Check each line below for the word "Barrowcliff". How many have it? Answer with the number only.

____

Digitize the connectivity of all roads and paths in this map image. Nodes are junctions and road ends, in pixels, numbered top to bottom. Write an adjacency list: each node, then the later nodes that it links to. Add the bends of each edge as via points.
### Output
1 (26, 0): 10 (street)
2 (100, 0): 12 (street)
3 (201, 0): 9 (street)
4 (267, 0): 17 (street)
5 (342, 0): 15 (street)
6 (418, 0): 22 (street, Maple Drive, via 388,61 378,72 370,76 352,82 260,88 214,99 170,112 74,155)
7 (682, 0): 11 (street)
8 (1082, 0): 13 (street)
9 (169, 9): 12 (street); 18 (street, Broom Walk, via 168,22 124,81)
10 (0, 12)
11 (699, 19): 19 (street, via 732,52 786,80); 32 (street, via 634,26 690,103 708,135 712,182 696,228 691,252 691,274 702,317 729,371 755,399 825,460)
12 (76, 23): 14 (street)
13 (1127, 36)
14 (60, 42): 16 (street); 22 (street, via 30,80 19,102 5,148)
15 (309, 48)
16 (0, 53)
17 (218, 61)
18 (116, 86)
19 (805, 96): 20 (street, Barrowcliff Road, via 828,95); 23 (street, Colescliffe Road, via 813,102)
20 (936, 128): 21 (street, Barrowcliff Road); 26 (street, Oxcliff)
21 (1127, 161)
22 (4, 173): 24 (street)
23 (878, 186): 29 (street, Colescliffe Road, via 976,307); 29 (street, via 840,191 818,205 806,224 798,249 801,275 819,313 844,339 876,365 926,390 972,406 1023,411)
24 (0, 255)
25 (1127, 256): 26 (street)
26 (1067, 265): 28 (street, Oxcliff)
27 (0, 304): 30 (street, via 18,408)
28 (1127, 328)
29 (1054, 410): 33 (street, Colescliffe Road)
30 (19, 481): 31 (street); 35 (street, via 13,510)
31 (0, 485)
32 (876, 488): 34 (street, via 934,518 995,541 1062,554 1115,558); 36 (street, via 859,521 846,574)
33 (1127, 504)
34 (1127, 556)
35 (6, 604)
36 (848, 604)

____

▶ _Solution to the problem_
2